▸ **RECORDS FOR THIS TASK**:
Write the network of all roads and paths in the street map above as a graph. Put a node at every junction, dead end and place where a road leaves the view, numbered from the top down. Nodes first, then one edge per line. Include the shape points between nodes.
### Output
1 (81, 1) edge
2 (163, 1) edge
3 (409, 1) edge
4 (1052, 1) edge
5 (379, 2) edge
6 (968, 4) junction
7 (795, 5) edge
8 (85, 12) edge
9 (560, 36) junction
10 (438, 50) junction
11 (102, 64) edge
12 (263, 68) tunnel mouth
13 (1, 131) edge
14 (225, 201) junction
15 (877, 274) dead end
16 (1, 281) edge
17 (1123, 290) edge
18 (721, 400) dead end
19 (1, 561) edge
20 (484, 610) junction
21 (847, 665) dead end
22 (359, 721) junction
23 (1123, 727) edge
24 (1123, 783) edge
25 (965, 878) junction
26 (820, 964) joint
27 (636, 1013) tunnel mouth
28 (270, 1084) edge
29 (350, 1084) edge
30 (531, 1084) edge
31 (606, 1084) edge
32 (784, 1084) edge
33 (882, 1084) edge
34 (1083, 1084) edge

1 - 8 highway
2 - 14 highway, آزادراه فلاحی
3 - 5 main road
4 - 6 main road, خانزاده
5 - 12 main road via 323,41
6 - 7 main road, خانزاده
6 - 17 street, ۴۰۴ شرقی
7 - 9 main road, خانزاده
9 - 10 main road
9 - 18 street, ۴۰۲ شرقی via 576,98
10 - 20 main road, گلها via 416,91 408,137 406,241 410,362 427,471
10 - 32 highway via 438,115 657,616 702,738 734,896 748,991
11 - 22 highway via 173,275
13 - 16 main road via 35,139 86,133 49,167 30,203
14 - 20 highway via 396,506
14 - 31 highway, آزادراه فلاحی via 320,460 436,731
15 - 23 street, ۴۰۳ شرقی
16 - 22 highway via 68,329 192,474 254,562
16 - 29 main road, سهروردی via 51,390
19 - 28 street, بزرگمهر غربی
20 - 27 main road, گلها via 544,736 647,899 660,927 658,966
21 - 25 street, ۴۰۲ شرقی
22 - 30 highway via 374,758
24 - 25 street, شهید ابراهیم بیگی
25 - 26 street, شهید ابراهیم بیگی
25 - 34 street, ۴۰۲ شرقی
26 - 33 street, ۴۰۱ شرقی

▸ **WHAT THE TASK ASKS**: Check each line of the data above for the string "شهید", and copy the ones that have it.

▸ **SOLUTION BELOW**:
24 - 25 street, شهید ابراهیم بیگی
25 - 26 street, شهید ابراهیم بیگی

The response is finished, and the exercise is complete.